According to Hitchens, the result of MT's views was basically torture in the hospices. Needles were re-used (even after their tips had blunted) because an increase in pain for patients might help to save their souls, or so the theory went. Painkillers were not used, because that would lessen the pain, and therefore lessen the chances of a person going to Heaven.
If I'm in a hospital, and I'm in serious pain, I'm goint to want painkillers. How would you feel if someone deliberately denied you or a family member painkillers while you/they were suffering, because of some religious conviction?Mother Teresa has been favoured with huge sums of money during the past 30 years, but patients' illnesses have been wrongly diagnosed by unqualified sisters and volunteers unable to distinguish between the curable and incurable . Mother Teresa prefers providence to planning, and the very strictest economy is always enforced - much to the detriment of the patient's interests. It is interesting to note that, despite the enormous sums involved ($50 million remains in a cheque account in the Bronx), needles are used over and over again, and are rinsed under the cold water tap. The nuns' answer to "why are you not boiling water and sterilizing your needles?" was simple: "There's no point. There's no time." Perhaps the patients take too long to die, and hastening death saves money. Cynical as that may be, Mother Teresa's global income is more than enough to equip several first class clinics like some of the finest in the West that she herself has checked into. To a person in the last agonies of cancer, and suffering unbearable pain, she said with a smile: "You are suffering like Christ on the cross. So Jesus must be kissing you." A sign on the wall of the morgue of Mother Teresa's Home for the Dying reads "I am going to Heaven today".
Mary Loudon, a volunteer in Calcutta, was shocked by what she saw there. "It looked a bit like the photos of Belsen", she said. "All patients had shaved heads, there were old stretcher beds, no chairs, and not much medical care or painkillers". In another home, despite the existence of huge sums of money: "The sisters are rarely allowed to spend money on the poor they are trying to help. Instead they are forced to plead poverty, thus manipulating generous, credulous people into giving more goods, services and cash." So great wealth has no good effect on the lives of patients and volunteers. In a damp house heating remains off throughout winter and several sisters consequently got TB. This was stated by a woman who left the Missionaries of Charity for the same reason she joined it, "a love of her fellow humans".
Mother Teresa has a San Francisco hostel named The Gift of Love; it is for homeless men with HIV. They are not allowed to watch TV or smoke or drink or invite friends, not even when they are dying, and so, of course, they are exceptionally depressed. One man said how afraid he was of dying without morphine. It is hard to find anyone with a good word for The Gift of Love.
Is he just innocently telling sick people not to despair, or is upholding pain and suffering as good things?

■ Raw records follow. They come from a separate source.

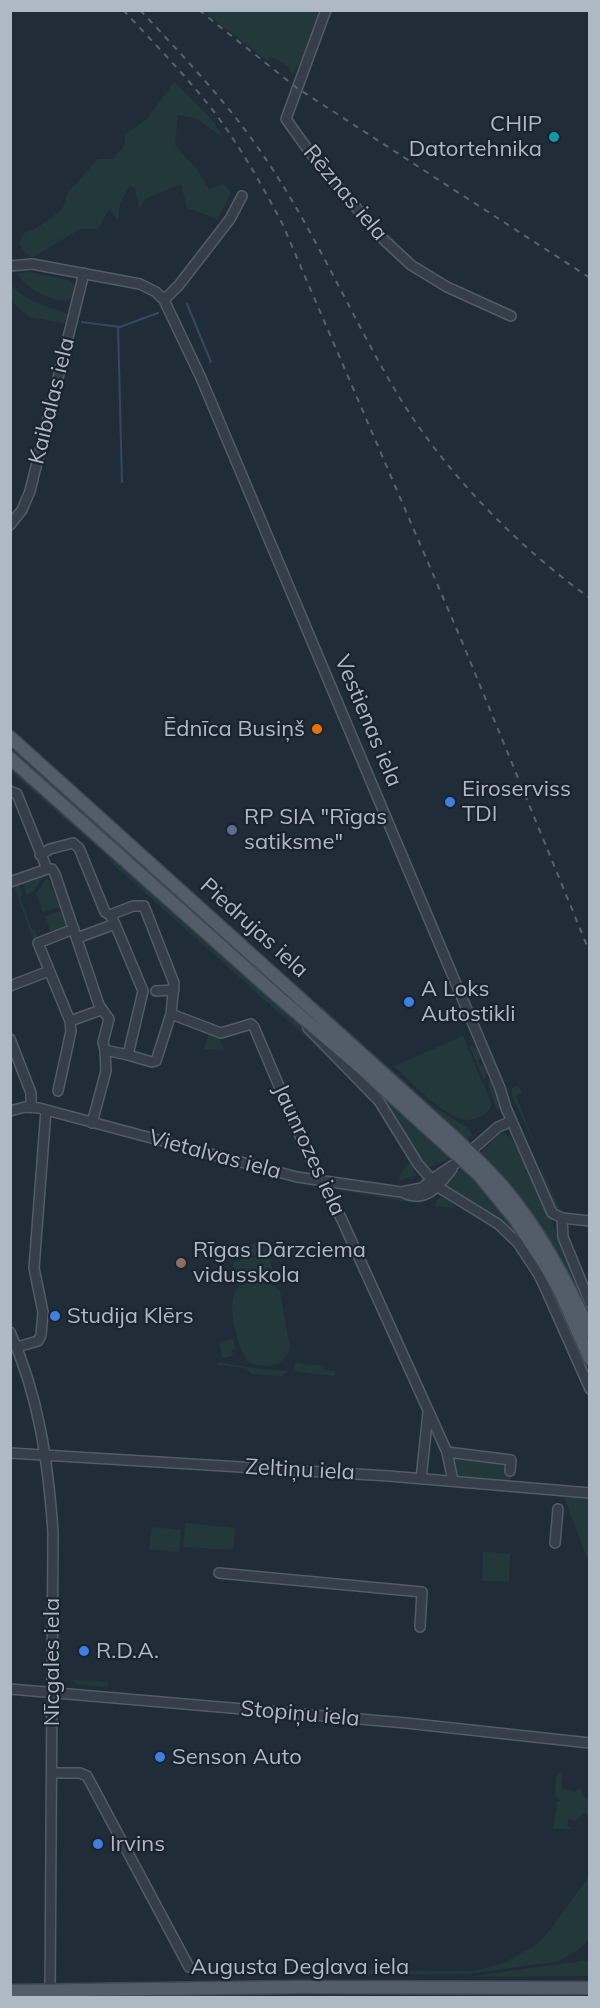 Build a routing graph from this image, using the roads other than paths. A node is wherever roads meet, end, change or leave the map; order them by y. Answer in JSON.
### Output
{"nodes":[{"id":1,"x":327,"y":10,"type":"edge"},
{"id":2,"x":242,"y":196,"type":"dead end"},
{"id":3,"x":10,"y":266,"type":"edge"},
{"id":4,"x":84,"y":273,"type":"junction"},
{"id":5,"x":164,"y":300,"type":"junction"},
{"id":6,"x":511,"y":315,"type":"dead end"},
{"id":7,"x":10,"y":525,"type":"edge"},
{"id":8,"x":10,"y":737,"type":"edge"},
{"id":9,"x":10,"y":758,"type":"edge"},
{"id":10,"x":10,"y":791,"type":"edge"},
{"id":11,"x":40,"y":855,"type":"junction"},
{"id":12,"x":10,"y":869,"type":"edge"},
{"id":13,"x":46,"y":869,"type":"junction"},
{"id":14,"x":13,"y":881,"type":"edge"},
{"id":15,"x":112,"y":919,"type":"junction"},
{"id":16,"x":75,"y":933,"type":"junction"},
{"id":17,"x":49,"y":971,"type":"junction"},
{"id":18,"x":10,"y":986,"type":"edge"},
{"id":19,"x":174,"y":990,"type":"junction"},
{"id":20,"x":150,"y":991,"type":"junction"},
{"id":21,"x":101,"y":1010,"type":"junction"},
{"id":22,"x":294,"y":1010,"type":"junction"},
{"id":23,"x":171,"y":1014,"type":"junction"},
{"id":24,"x":70,"y":1021,"type":"junction"},
{"id":25,"x":10,"y":1039,"type":"edge"},
{"id":26,"x":105,"y":1050,"type":"junction"},
{"id":27,"x":128,"y":1055,"type":"junction"},
{"id":28,"x":58,"y":1091,"type":"dead end"},
{"id":29,"x":31,"y":1107,"type":"junction"},
{"id":30,"x":46,"y":1110,"type":"junction"},
{"id":31,"x":10,"y":1111,"type":"edge"},
{"id":32,"x":512,"y":1121,"type":"junction"},
{"id":33,"x":93,"y":1123,"type":"junction"},
{"id":34,"x":468,"y":1153,"type":"junction"},
{"id":35,"x":322,"y":1180,"type":"junction"},
{"id":36,"x":435,"y":1183,"type":"junction"},
{"id":37,"x":562,"y":1218,"type":"junction"},
{"id":38,"x":590,"y":1221,"type":"edge"},
{"id":39,"x":590,"y":1303,"type":"edge"},
{"id":40,"x":10,"y":1332,"type":"edge"},
{"id":41,"x":590,"y":1332,"type":"edge"},
{"id":42,"x":17,"y":1347,"type":"junction"},
{"id":43,"x":590,"y":1359,"type":"edge"},
{"id":44,"x":590,"y":1389,"type":"edge"},
{"id":45,"x":428,"y":1413,"type":"junction"},
{"id":46,"x":447,"y":1452,"type":"junction"},
{"id":47,"x":10,"y":1453,"type":"edge"},
{"id":48,"x":46,"y":1455,"type":"junction"},
{"id":49,"x":510,"y":1471,"type":"dead end"},
{"id":50,"x":421,"y":1479,"type":"junction"},
{"id":51,"x":453,"y":1481,"type":"junction"},
{"id":52,"x":590,"y":1493,"type":"edge"},
{"id":53,"x":558,"y":1509,"type":"dead end"},
{"id":54,"x":555,"y":1543,"type":"dead end"},
{"id":55,"x":219,"y":1573,"type":"dead end"},
{"id":56,"x":420,"y":1628,"type":"dead end"},
{"id":57,"x":10,"y":1689,"type":"edge"},
{"id":58,"x":52,"y":1693,"type":"junction"},
{"id":59,"x":590,"y":1743,"type":"edge"},
{"id":60,"x":52,"y":1773,"type":"junction"},
{"id":61,"x":189,"y":1967,"type":"dead end"},
{"id":62,"x":590,"y":1988,"type":"edge"},
{"id":63,"x":10,"y":1991,"type":"edge"},
{"id":64,"x":209,"y":1993,"type":"edge"},
{"id":65,"x":564,"y":1993,"type":"edge"},
{"id":66,"x":50,"y":1994,"type":"edge"}],
"edges":[{"from":1,"to":6,"type":"street","name":"Rēznas iela"},
{"from":2,"to":5,"type":"street"},
{"from":3,"to":4,"type":"street"},
{"from":4,"to":5,"type":"street"},
{"from":4,"to":7,"type":"street","name":"Kaibalas iela"},
{"from":5,"to":32,"type":"street","name":"Vestienas iela"},
{"from":8,"to":34,"type":"main road","name":"Piedrujas iela"},
{"from":9,"to":22,"type":"main road","name":"Piedrujas iela"},
{"from":10,"to":11,"type":"street"},
{"from":11,"to":13,"type":"street"},
{"from":11,"to":15,"type":"street"},
{"from":12,"to":14,"type":"street"},
{"from":13,"to":14,"type":"street"},
{"from":13,"to":16,"type":"street"},
{"from":15,"to":16,"type":"street"},
{"from":15,"to":19,"type":"street"},
{"from":15,"to":20,"type":"street"},
{"from":16,"to":17,"type":"street"},
{"from":16,"to":21,"type":"street"},
{"from":17,"to":18,"type":"street"},
{"from":17,"to":24,"type":"street"},
{"from":19,"to":20,"type":"street"},
{"from":19,"to":23,"type":"street"},
{"from":20,"to":27,"type":"street"},
{"from":21,"to":24,"type":"street"},
{"from":21,"to":26,"type":"street"},
{"from":22,"to":34,"type":"main road","name":"Piedrujas iela"},
{"from":22,"to":36,"type":"street"},
{"from":23,"to":27,"type":"street"},
{"from":23,"to":35,"type":"street","name":"Jaunrozes iela"},
{"from":24,"to":28,"type":"street"},
{"from":25,"to":29,"type":"street"},
{"from":26,"to":27,"type":"street"},
{"from":26,"to":33,"type":"street"},
{"from":29,"to":30,"type":"street","name":"Vietalvas iela"},
{"from":29,"to":31,"type":"street"},
{"from":30,"to":33,"type":"street","name":"Vietalvas iela"},
{"from":30,"to":42,"type":"street"},
{"from":32,"to":34,"type":"street"},
{"from":32,"to":37,"type":"street","name":"Vestienas iela"},
{"from":33,"to":35,"type":"street","name":"Vietalvas iela"},
{"from":34,"to":41,"type":"main road"},
{"from":34,"to":43,"type":"main road"},
{"from":35,"to":36,"type":"street","name":"Vietalvas iela"},
{"from":35,"to":45,"type":"street","name":"Jaunrozes iela"},
{"from":36,"to":44,"type":"street"},
{"from":37,"to":38,"type":"street"},
{"from":37,"to":39,"type":"street","name":"Vestienas iela"},
{"from":40,"to":42,"type":"street","name":"Nīcgales iela"},
{"from":42,"to":48,"type":"street","name":"Nīcgales iela"},
{"from":45,"to":46,"type":"street","name":"Jaunrozes iela"},
{"from":45,"to":50,"type":"street"},
{"from":46,"to":49,"type":"street"},
{"from":46,"to":51,"type":"street","name":"Jaunrozes iela"},
{"from":47,"to":48,"type":"street","name":"Zeltiņu iela"},
{"from":48,"to":50,"type":"street","name":"Zeltiņu iela"},
{"from":48,"to":58,"type":"street","name":"Nīcgales iela"},
{"from":50,"to":51,"type":"street","name":"Zeltiņu iela"},
{"from":51,"to":52,"type":"street","name":"Zeltiņu iela"},
{"from":53,"to":54,"type":"street"},
{"from":55,"to":56,"type":"street"},
{"from":57,"to":58,"type":"street","name":"Stopiņu iela"},
{"from":58,"to":59,"type":"street","name":"Stopiņu iela"},
{"from":58,"to":60,"type":"street","name":"Nīcgales iela"},
{"from":60,"to":61,"type":"street"},
{"from":60,"to":66,"type":"street","name":"Nīcgales iela"},
{"from":62,"to":65,"type":"main road","name":"Augusta Deglava iela"},
{"from":63,"to":66,"type":"main road","name":"Augusta Deglava iela"},
{"from":64,"to":65,"type":"main road","name":"Augusta Deglava iela"},
{"from":64,"to":66,"type":"main road","name":"Augusta Deglava iela"}]}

If suffering is so beautiful, will Catholic hospitals prescribe the full amount of painkillers to patients, or will they withhold a little, just to make the place more holy? I thought the Catholic Church did away with its celebration of human suffering when it put the Inquisition to an end. Or did Mel Gibson bring all this ugly stuff back?
What I can believe is that Mother Therese, forced by circumstances in India to use substandard medical equipment, would tell her patients that their experience of suffering drew them closer to Christ, to console them in their suffering and strengthen them in their faith. Have a vicious, hateful anti-Christian misunderstand rumors and spin in the worst possible light, and voila! Let's not forget that there were plenty of nationalist Hindus who would love to malign Catholic missionaries; although every Indian without exception that I've ever met in this country was remarkably peaceable, I have known people whose family members were slaughtered by nationalistic Hindu mobs in India.
It's also worth noting that even Hitchens calls such stories rumors. One would wonder why you would exerpt the rantings of a hate-crazed, left-wing atheist and post them to a religion forum, accepting them as if they were fact with greater certainty than the author himself.
He is speaking to 'how' we suffer albeit physical or emotional. Whether we offer up those trying moments with humility drawing ourselves closer to God. It by no means doesn't imply you don't receive normal medical help when needed. And the Catholic hospitals do not withhold medications.
Mel Gibson's the Passion Of The Christ portrayed the beauty in suffereing with Christ nailed to the cross and dying for us. That is love.
I'm just concerned about the implications that a pro-pain philosophy might have.
Old thread, but I just thought I'd let you know Christopher Hitchens is an anti-Christian scumbag by all accounts. You may want to find better references.
Old thread, but I just thought I'd let you know Christopher Hitchens is an anti-Christian scumbag by all accounts. You may want to find better references.